## Data for analysis
============================================================
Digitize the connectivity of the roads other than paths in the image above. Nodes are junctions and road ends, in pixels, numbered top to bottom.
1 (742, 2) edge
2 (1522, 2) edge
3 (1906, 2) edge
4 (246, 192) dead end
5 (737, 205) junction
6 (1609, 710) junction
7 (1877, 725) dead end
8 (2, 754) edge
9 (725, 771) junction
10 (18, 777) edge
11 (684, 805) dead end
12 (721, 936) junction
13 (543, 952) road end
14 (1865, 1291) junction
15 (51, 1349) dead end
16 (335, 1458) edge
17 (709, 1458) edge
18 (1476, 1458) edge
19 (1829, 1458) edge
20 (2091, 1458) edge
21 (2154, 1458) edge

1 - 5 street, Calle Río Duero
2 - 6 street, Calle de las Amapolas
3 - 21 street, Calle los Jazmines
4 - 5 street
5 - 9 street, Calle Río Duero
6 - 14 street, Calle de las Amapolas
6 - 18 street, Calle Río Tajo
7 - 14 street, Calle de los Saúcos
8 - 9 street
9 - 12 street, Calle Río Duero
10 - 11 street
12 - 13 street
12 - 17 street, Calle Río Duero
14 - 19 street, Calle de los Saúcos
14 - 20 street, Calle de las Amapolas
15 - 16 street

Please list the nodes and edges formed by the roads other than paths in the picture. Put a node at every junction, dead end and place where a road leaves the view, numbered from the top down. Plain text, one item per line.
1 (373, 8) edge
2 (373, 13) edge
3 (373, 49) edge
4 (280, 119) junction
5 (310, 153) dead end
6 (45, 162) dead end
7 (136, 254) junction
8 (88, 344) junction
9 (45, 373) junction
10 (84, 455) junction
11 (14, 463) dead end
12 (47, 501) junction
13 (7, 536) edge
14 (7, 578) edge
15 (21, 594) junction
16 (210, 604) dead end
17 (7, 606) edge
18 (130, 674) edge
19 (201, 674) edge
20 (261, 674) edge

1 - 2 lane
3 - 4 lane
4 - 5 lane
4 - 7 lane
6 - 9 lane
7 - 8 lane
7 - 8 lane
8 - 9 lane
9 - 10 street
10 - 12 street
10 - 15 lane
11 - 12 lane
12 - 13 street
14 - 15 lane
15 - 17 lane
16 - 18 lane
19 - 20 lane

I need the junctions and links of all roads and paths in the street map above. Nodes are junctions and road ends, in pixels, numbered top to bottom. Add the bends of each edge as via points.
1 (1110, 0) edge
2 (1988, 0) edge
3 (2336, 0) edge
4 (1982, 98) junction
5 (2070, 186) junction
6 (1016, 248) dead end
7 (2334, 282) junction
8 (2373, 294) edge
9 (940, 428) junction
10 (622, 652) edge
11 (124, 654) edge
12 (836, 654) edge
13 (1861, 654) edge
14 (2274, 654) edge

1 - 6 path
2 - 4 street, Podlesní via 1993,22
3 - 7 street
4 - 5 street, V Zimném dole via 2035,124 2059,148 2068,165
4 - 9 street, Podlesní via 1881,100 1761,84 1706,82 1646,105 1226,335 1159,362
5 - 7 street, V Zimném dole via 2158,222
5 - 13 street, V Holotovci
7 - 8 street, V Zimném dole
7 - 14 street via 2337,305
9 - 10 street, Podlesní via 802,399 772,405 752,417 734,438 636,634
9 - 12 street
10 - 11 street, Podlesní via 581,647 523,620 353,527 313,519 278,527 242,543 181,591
============================================================
Transcribe each record above exactly. Skip none.

Digitize the connectivity of the roads other than paths in the image above. Nodes are junctions and road ends, in pixels, numbered top to bottom.
1 (742, 2) edge
2 (1522, 2) edge
3 (1906, 2) edge
4 (246, 192) dead end
5 (737, 205) junction
6 (1609, 710) junction
7 (1877, 725) dead end
8 (2, 754) edge
9 (725, 771) junction
10 (18, 777) edge
11 (684, 805) dead end
12 (721, 936) junction
13 (543, 952) road end
14 (1865, 1291) junction
15 (51, 1349) dead end
16 (335, 1458) edge
17 (709, 1458) edge
18 (1476, 1458) edge
19 (1829, 1458) edge
20 (2091, 1458) edge
21 (2154, 1458) edge

1 - 5 street, Calle Río Duero
2 - 6 street, Calle de las Amapolas
3 - 21 street, Calle los Jazmines
4 - 5 street
5 - 9 street, Calle Río Duero
6 - 14 street, Calle de las Amapolas
6 - 18 street, Calle Río Tajo
7 - 14 street, Calle de los Saúcos
8 - 9 street
9 - 12 street, Calle Río Duero
10 - 11 street
12 - 13 street
12 - 17 street, Calle Río Duero
14 - 19 street, Calle de los Saúcos
14 - 20 street, Calle de las Amapolas
15 - 16 street

Please list the nodes and edges formed by the roads other than paths in the picture. Put a node at every junction, dead end and place where a road leaves the view, numbered from the top down. Plain text, one item per line.
1 (373, 8) edge
2 (373, 13) edge
3 (373, 49) edge
4 (280, 119) junction
5 (310, 153) dead end
6 (45, 162) dead end
7 (136, 254) junction
8 (88, 344) junction
9 (45, 373) junction
10 (84, 455) junction
11 (14, 463) dead end
12 (47, 501) junction
13 (7, 536) edge
14 (7, 578) edge
15 (21, 594) junction
16 (210, 604) dead end
17 (7, 606) edge
18 (130, 674) edge
19 (201, 674) edge
20 (261, 674) edge

1 - 2 lane
3 - 4 lane
4 - 5 lane
4 - 7 lane
6 - 9 lane
7 - 8 lane
7 - 8 lane
8 - 9 lane
9 - 10 street
10 - 12 street
10 - 15 lane
11 - 12 lane
12 - 13 street
14 - 15 lane
15 - 17 lane
16 - 18 lane
19 - 20 lane

I need the junctions and links of all roads and paths in the street map above. Nodes are junctions and road ends, in pixels, numbered top to bottom. Add the bends of each edge as via points.
1 (1110, 0) edge
2 (1988, 0) edge
3 (2336, 0) edge
4 (1982, 98) junction
5 (2070, 186) junction
6 (1016, 248) dead end
7 (2334, 282) junction
8 (2373, 294) edge
9 (940, 428) junction
10 (622, 652) edge
11 (124, 654) edge
12 (836, 654) edge
13 (1861, 654) edge
14 (2274, 654) edge

1 - 6 path
2 - 4 street, Podlesní via 1993,22
3 - 7 street
4 - 5 street, V Zimném dole via 2035,124 2059,148 2068,165
4 - 9 street, Podlesní via 1881,100 1761,84 1706,82 1646,105 1226,335 1159,362
5 - 7 street, V Zimném dole via 2158,222
5 - 13 street, V Holotovci
7 - 8 street, V Zimném dole
7 - 14 street via 2337,305
9 - 10 street, Podlesní via 802,399 772,405 752,417 734,438 636,634
9 - 12 street
10 - 11 street, Podlesní via 581,647 523,620 353,527 313,519 278,527 242,543 181,591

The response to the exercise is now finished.